Your objective =>
Please return all lines from the records below that include the string "Caddesi".

Dataset records =>
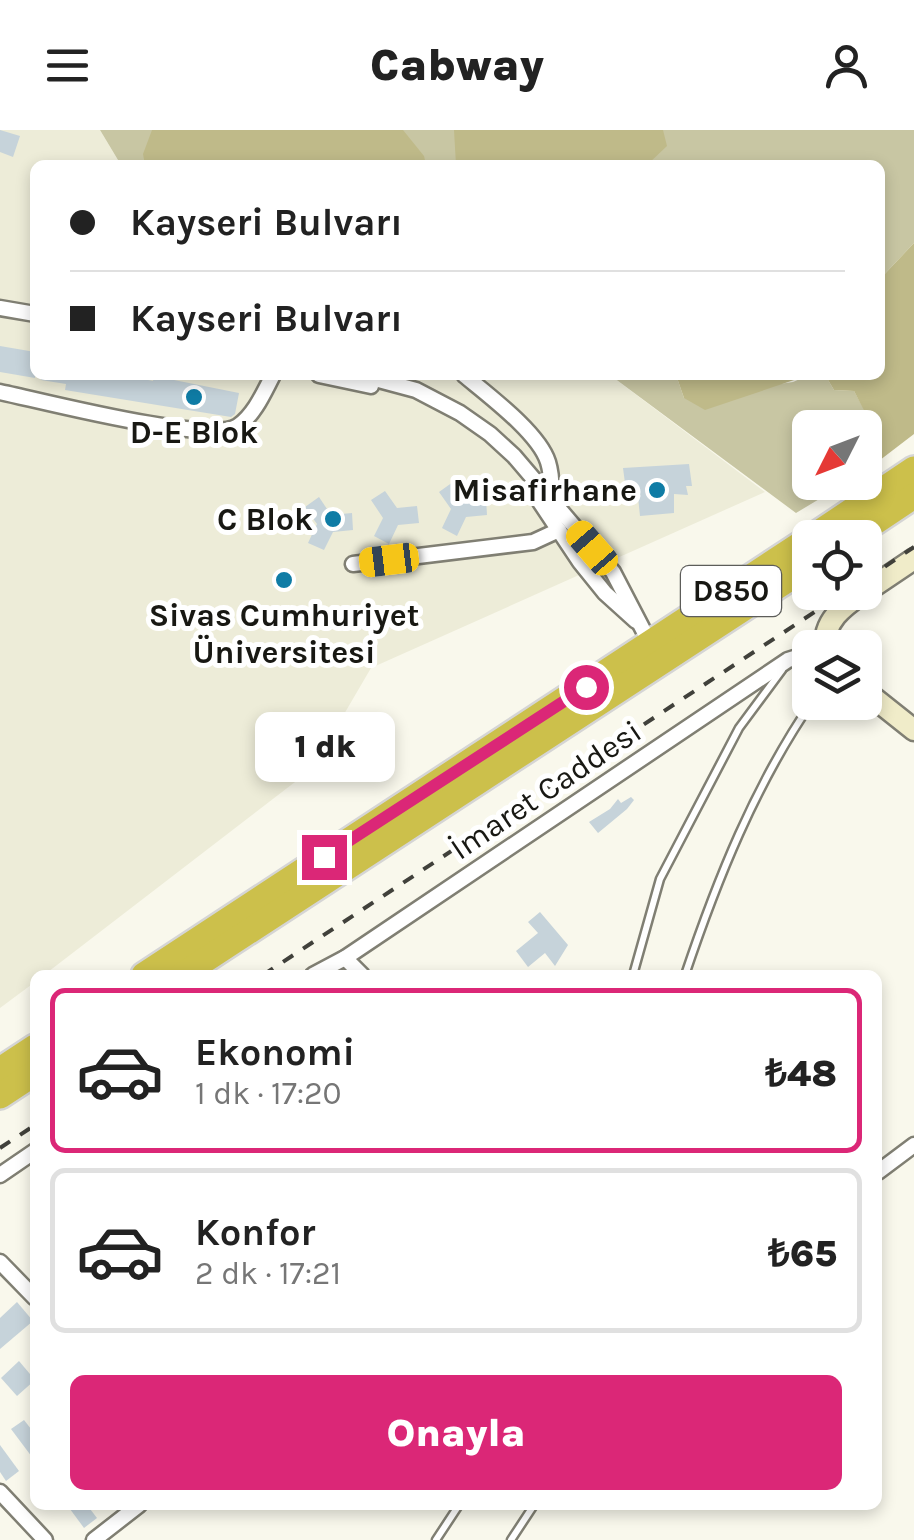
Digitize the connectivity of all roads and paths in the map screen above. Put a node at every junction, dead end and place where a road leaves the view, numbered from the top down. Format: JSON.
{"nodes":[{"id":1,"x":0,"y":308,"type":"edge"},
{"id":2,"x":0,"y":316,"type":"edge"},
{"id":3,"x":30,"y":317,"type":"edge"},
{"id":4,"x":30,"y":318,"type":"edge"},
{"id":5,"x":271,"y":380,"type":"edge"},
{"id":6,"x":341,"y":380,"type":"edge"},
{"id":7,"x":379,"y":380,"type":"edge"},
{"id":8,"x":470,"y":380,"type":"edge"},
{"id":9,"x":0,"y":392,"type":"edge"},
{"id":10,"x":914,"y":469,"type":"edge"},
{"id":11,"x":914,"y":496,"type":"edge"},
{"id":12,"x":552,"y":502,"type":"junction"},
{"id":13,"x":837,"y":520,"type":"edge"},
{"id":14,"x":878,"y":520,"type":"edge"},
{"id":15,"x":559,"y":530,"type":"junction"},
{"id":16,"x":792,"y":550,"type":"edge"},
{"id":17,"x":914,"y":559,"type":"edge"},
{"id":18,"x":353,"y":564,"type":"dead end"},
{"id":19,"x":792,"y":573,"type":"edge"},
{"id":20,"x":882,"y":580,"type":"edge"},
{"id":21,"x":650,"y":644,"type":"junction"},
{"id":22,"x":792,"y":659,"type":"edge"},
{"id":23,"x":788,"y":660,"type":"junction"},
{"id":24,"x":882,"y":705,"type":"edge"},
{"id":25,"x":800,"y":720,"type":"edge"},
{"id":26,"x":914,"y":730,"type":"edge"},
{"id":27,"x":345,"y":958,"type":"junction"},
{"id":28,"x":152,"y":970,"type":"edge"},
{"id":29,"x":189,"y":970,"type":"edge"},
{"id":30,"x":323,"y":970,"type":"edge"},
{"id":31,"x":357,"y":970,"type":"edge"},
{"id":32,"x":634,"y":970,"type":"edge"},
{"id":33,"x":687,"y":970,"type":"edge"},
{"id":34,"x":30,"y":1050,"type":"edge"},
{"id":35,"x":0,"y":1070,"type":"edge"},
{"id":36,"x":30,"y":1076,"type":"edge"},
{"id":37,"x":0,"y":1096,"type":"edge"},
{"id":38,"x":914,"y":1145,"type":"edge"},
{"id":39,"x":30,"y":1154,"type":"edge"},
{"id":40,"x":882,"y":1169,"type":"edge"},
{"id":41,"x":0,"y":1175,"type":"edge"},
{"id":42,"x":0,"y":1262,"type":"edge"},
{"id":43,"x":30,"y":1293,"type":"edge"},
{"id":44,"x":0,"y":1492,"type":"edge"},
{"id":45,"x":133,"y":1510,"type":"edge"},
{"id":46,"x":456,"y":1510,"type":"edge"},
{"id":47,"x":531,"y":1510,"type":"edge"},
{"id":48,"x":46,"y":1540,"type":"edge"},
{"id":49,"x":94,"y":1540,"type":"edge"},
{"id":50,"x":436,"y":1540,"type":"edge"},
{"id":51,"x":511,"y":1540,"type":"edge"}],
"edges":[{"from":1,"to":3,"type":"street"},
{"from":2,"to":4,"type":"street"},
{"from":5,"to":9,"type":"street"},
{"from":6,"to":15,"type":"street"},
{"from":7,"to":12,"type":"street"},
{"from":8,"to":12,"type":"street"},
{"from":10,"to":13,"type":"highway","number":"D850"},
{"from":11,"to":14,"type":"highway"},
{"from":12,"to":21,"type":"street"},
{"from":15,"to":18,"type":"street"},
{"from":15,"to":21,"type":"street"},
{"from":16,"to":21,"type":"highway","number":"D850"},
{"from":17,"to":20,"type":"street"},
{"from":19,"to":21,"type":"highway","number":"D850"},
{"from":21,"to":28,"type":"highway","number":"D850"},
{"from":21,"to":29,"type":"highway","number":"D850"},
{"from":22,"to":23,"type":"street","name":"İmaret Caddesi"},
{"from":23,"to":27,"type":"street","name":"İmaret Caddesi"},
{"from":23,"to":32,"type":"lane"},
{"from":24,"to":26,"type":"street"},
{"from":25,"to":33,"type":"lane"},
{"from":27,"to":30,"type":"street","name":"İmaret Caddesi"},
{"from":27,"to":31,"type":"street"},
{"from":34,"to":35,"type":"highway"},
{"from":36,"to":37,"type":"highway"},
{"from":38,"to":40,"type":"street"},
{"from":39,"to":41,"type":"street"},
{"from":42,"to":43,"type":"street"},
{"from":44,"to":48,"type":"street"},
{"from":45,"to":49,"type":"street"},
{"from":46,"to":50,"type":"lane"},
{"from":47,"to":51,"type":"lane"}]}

Response to this exercise =>
{"from":22,"to":23,"type":"street","name":"İmaret Caddesi"},
{"from":23,"to":27,"type":"street","name":"İmaret Caddesi"},
{"from":27,"to":30,"type":"street","name":"İmaret Caddesi"},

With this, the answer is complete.